We follow Andre into a place called Casa de Pasto. It’s a bar that is not immediately recognisable from the outside. Inside, however, the dining room is packed and plates of hearty home-cooked food are being served. We manage to get the last empty table and without being asked are given a carafe of red wine. Andre immediately covers it with his hand. “Careful, this wine can’t be imported into the EU due to its high alcohol content. We only drink it mixed with Laranjada, our Maracuja-Lemonade, otherwise you’ll get hallucinations.” This concoction tastes delicious. It goes perfectly with the meat stew and fried squid.
There’s pineapple for dessert, which is unbelievably fresh and juicy. “If you want, I’ll show you the greenhouses later. They belong to my father,” garbles Andre with two pieces in his mouth.
After three days there’s a change of scenery: we climb aboard a small propeller plane and fly over to Santa Maria. It’s the southernmost island in the Azores and not particularly large. If Sao Miguel is about the size of La Palma in the Canaries, then Santa Maria is not even half the size of the island of Elba off the coast of Italy. We touch down on an oversized runway and realise Santa Maria is much hotter, drier and unfortunately much flatter than Sao Miguel.
We are welcomed by our new guides Hugo and Miguel. They can already see the doubt on our faces and try to allay our worries: “It’s only flat in the west. On the east of the island, there are 600 metre-high mountains with fantastic trails.”
Pico Alto is, at 587 metres, the highest peak in Santa Maria. Its mountain range runs from north to south, from the flat west to the hilly east. Hugo points to the faint lines that disappear into the jungle. “There are seven trails for you here at Pico.” The first is called Aeroplane Trail, which starts at Point Zero. In 1989 a Boeing 707 crashed into Pico during fog. All 145 passengers were killed. There’s a memorial plaque marking the tragic accident.
As we set off, an open roller coaster awaits us which leads to a flow trail through the jungle full of small and big surprises in the form of roots, steps, drops and berm. Every now and then we’re struck on the face by small thorns. The last section of the trail curves into a narrow bend through a cactus-filled landscape. At midday, we stop at a small bar in the bay of Praia Formosa for a ‘café Pingal’ – an espresso with a dash of milk. A postman rattles around the corner on a scooter.

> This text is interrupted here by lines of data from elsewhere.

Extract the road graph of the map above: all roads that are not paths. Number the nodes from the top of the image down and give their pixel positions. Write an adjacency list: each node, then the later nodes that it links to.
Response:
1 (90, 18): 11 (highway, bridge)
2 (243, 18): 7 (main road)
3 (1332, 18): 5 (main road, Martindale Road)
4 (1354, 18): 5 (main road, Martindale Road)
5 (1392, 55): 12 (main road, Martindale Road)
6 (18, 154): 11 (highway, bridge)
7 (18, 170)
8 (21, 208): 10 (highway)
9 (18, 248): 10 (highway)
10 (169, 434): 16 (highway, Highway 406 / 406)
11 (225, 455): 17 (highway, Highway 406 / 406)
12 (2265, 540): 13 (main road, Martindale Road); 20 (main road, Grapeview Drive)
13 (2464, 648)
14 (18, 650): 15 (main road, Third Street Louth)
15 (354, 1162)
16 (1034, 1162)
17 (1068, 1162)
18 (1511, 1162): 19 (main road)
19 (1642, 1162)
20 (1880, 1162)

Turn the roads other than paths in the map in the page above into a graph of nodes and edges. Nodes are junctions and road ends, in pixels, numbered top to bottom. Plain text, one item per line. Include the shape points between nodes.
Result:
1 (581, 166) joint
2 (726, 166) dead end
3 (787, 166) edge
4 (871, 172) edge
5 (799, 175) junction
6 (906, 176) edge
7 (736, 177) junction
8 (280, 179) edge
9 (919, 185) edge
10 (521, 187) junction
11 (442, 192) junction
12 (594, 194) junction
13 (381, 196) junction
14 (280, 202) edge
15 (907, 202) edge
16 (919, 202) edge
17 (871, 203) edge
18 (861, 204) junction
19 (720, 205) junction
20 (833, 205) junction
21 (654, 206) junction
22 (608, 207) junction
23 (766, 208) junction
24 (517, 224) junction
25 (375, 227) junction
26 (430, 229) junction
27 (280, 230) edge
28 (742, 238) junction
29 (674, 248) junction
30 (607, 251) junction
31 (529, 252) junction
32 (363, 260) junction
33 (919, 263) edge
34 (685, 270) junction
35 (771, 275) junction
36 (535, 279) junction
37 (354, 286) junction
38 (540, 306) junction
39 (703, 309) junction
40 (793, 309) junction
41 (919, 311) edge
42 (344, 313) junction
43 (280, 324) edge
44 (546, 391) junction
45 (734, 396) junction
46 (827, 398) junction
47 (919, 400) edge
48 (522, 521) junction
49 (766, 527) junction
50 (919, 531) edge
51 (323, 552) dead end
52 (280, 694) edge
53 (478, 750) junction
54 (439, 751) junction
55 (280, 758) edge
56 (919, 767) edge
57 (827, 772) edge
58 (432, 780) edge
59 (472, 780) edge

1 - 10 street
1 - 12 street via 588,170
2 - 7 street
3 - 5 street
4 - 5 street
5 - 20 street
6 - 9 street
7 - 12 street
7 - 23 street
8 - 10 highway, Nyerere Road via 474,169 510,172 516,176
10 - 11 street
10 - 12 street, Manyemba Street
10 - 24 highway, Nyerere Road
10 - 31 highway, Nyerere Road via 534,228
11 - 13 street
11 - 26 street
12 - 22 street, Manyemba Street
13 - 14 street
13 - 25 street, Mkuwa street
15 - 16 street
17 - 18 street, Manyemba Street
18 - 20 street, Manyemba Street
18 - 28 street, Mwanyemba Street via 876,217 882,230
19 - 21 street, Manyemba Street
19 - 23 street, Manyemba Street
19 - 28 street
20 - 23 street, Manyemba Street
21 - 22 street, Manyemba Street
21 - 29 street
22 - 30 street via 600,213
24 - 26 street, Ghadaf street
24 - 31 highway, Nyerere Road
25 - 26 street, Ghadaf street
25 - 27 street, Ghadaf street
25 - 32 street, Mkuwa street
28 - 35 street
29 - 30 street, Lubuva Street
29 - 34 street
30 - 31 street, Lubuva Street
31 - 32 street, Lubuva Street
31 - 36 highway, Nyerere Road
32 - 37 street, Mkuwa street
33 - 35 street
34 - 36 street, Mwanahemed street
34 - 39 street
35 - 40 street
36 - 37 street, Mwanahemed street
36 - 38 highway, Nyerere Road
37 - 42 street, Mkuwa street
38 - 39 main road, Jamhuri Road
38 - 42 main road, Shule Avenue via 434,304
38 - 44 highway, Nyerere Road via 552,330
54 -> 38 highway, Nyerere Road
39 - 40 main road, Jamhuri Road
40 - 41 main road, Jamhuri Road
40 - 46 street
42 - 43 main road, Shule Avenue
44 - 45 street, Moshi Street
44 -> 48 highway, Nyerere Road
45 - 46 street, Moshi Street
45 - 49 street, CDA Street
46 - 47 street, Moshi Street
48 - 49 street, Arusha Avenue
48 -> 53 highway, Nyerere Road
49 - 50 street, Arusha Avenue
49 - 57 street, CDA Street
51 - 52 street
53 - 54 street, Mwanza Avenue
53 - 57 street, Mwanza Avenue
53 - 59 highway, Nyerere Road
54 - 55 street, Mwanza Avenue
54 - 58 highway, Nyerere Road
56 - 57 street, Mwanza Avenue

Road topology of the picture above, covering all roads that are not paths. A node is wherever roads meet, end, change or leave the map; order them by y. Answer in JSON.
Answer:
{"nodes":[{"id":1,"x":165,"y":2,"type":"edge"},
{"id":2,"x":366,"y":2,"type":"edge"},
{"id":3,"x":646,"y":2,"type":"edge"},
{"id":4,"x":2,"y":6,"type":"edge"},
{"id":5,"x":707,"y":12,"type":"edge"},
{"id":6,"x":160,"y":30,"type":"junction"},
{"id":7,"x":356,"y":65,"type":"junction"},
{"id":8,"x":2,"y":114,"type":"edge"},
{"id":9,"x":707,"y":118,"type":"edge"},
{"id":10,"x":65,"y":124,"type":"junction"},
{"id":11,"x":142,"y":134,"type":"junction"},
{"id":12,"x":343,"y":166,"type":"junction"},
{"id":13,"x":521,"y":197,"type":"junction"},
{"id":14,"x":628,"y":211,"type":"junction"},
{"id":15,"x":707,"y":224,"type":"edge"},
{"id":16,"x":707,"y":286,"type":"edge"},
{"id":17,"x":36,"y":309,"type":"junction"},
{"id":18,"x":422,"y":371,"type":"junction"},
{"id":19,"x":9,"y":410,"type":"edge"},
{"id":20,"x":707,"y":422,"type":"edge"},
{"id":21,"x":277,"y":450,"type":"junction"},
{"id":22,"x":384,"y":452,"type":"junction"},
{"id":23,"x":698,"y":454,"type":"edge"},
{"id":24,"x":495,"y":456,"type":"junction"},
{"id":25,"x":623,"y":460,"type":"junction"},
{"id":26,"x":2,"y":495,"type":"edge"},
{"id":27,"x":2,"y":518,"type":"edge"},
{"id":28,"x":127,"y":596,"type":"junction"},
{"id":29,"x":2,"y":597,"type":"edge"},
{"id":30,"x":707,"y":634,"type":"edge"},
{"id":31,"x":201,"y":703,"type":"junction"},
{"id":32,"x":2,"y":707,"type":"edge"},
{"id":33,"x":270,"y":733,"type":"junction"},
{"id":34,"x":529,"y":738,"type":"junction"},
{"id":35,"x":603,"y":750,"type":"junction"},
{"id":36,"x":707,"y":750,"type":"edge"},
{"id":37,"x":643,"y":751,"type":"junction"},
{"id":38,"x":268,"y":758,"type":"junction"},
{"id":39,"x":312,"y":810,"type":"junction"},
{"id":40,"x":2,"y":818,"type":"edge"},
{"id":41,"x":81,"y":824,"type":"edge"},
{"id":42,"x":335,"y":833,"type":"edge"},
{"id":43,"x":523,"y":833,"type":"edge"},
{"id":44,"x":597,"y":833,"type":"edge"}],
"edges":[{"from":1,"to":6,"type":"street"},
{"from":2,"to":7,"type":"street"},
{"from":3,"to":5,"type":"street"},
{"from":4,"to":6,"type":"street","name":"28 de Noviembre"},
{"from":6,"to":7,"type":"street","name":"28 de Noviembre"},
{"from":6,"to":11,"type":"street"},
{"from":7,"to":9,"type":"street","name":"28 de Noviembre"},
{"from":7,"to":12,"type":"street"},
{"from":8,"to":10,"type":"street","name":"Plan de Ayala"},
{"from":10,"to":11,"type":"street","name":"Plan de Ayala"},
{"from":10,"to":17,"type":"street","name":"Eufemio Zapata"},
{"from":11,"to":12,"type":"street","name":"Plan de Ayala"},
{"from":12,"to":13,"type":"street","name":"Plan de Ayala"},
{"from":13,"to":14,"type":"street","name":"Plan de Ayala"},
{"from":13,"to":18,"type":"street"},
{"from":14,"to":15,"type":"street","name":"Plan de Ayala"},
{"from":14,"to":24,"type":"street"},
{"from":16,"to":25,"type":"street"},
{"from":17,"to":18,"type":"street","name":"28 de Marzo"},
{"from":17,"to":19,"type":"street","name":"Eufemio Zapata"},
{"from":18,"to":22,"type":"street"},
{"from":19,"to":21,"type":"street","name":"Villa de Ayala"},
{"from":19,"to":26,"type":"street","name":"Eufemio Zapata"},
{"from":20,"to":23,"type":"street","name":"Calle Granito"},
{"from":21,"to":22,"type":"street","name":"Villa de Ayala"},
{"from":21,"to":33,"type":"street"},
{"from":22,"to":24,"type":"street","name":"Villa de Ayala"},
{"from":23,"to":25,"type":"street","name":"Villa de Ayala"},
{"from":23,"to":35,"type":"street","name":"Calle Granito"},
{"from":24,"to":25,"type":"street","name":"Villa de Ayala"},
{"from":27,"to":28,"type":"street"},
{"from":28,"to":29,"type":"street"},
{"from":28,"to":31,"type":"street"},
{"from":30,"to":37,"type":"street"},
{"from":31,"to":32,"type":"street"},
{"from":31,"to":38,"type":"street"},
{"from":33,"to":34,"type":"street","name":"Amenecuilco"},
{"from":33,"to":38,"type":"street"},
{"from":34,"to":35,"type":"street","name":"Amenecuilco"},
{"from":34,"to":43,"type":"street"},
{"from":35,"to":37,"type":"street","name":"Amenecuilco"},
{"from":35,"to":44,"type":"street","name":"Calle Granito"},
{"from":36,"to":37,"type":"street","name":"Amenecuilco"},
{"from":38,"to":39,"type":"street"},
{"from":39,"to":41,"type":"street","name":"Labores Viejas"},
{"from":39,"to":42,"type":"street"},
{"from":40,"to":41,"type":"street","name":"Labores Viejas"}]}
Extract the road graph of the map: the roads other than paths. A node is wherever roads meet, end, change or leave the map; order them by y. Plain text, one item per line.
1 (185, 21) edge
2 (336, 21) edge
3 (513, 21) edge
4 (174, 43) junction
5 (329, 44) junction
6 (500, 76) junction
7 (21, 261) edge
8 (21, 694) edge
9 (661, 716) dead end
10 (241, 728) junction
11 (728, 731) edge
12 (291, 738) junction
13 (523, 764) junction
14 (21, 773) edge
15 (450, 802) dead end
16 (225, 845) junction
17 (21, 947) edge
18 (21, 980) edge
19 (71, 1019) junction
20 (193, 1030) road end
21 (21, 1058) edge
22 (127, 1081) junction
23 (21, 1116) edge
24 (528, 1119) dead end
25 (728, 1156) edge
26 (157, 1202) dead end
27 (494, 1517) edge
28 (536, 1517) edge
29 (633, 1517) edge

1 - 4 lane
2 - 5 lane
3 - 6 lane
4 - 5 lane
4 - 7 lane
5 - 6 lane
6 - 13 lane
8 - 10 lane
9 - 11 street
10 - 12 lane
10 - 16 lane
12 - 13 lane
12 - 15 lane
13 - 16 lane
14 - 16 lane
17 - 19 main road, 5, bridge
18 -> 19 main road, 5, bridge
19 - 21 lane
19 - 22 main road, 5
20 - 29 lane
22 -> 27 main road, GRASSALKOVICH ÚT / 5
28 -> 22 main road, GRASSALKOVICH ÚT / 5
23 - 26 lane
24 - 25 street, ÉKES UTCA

Hugo greets him warmly and introduces us to the man in the grey uniform: Nuno Aguiar aka Káká, downhill biker of the moment. He moved from Sao Miguel to Santa Maria a few years ago and began searching for trails using old military maps. That’s how he discovered the ones on Pico Alto, which were, at that time, completely overgrown. Using a shovel and an axe he was able to expose the trails. Unfortunately, due to his job and family, he is unable to spend as much time on his bike, which is why Hugo has taken over the job of looking after the trails. He ensures that they are used regularly. However, he occasionally closes some of the more frequently used trails to allow them to regenerate.
On the way up to Pico we make the most of as many trails as possible before gently descending to San Lorenzo in the evening. We order ‘Cerveja de Pressao’, a local draft beer at a colourfully painted beach bar and enjoy spectacular views of the Atlantic waves. We definitely need to come back here again before this bike paradise becomes too popular.